* [Task objective] When you answer, give every record back exactly as written.

(Data excerpts)
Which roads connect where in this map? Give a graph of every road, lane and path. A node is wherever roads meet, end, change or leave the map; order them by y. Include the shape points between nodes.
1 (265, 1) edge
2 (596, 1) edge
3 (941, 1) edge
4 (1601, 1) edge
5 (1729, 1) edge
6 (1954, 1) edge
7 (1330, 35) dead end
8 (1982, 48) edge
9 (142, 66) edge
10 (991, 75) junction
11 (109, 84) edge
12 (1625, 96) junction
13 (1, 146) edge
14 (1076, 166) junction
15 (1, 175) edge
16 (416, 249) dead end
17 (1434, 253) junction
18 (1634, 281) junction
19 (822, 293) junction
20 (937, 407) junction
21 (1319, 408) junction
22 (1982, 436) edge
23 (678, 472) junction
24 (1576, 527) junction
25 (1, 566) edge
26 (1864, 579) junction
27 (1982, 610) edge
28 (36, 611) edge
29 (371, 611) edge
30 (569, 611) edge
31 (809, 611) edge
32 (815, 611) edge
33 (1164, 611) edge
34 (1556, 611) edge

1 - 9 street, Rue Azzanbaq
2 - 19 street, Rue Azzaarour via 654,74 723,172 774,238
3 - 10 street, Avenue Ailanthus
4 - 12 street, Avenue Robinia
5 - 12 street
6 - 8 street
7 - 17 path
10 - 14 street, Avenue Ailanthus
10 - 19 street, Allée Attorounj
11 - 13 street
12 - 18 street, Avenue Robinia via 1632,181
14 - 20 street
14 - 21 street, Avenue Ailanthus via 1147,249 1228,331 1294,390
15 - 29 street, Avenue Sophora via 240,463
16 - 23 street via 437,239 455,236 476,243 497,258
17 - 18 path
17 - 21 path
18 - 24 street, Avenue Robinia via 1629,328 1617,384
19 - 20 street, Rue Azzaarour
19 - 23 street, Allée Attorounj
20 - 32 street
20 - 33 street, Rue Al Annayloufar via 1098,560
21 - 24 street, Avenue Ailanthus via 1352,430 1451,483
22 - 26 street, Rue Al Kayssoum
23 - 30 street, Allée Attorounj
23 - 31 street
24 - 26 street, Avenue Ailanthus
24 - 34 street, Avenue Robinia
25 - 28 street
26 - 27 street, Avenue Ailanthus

* [Result of the exercise]
Which roads connect where in this map? Give a graph of every road, lane and path. A node is wherever roads meet, end, change or leave the map; order them by y. Include the shape points between nodes.
1 (265, 1) edge
2 (596, 1) edge
3 (941, 1) edge
4 (1601, 1) edge
5 (1729, 1) edge
6 (1954, 1) edge
7 (1330, 35) dead end
8 (1982, 48) edge
9 (142, 66) edge
10 (991, 75) junction
11 (109, 84) edge
12 (1625, 96) junction
13 (1, 146) edge
14 (1076, 166) junction
15 (1, 175) edge
16 (416, 249) dead end
17 (1434, 253) junction
18 (1634, 281) junction
19 (822, 293) junction
20 (937, 407) junction
21 (1319, 408) junction
22 (1982, 436) edge
23 (678, 472) junction
24 (1576, 527) junction
25 (1, 566) edge
26 (1864, 579) junction
27 (1982, 610) edge
28 (36, 611) edge
29 (371, 611) edge
30 (569, 611) edge
31 (809, 611) edge
32 (815, 611) edge
33 (1164, 611) edge
34 (1556, 611) edge

1 - 9 street, Rue Azzanbaq
2 - 19 street, Rue Azzaarour via 654,74 723,172 774,238
3 - 10 street, Avenue Ailanthus
4 - 12 street, Avenue Robinia
5 - 12 street
6 - 8 street
7 - 17 path
10 - 14 street, Avenue Ailanthus
10 - 19 street, Allée Attorounj
11 - 13 street
12 - 18 street, Avenue Robinia via 1632,181
14 - 20 street
14 - 21 street, Avenue Ailanthus via 1147,249 1228,331 1294,390
15 - 29 street, Avenue Sophora via 240,463
16 - 23 street via 437,239 455,236 476,243 497,258
17 - 18 path
17 - 21 path
18 - 24 street, Avenue Robinia via 1629,328 1617,384
19 - 20 street, Rue Azzaarour
19 - 23 street, Allée Attorounj
20 - 32 street
20 - 33 street, Rue Al Annayloufar via 1098,560
21 - 24 street, Avenue Ailanthus via 1352,430 1451,483
22 - 26 street, Rue Al Kayssoum
23 - 30 street, Allée Attorounj
23 - 31 street
24 - 26 street, Avenue Ailanthus
24 - 34 street, Avenue Robinia
25 - 28 street
26 - 27 street, Avenue Ailanthus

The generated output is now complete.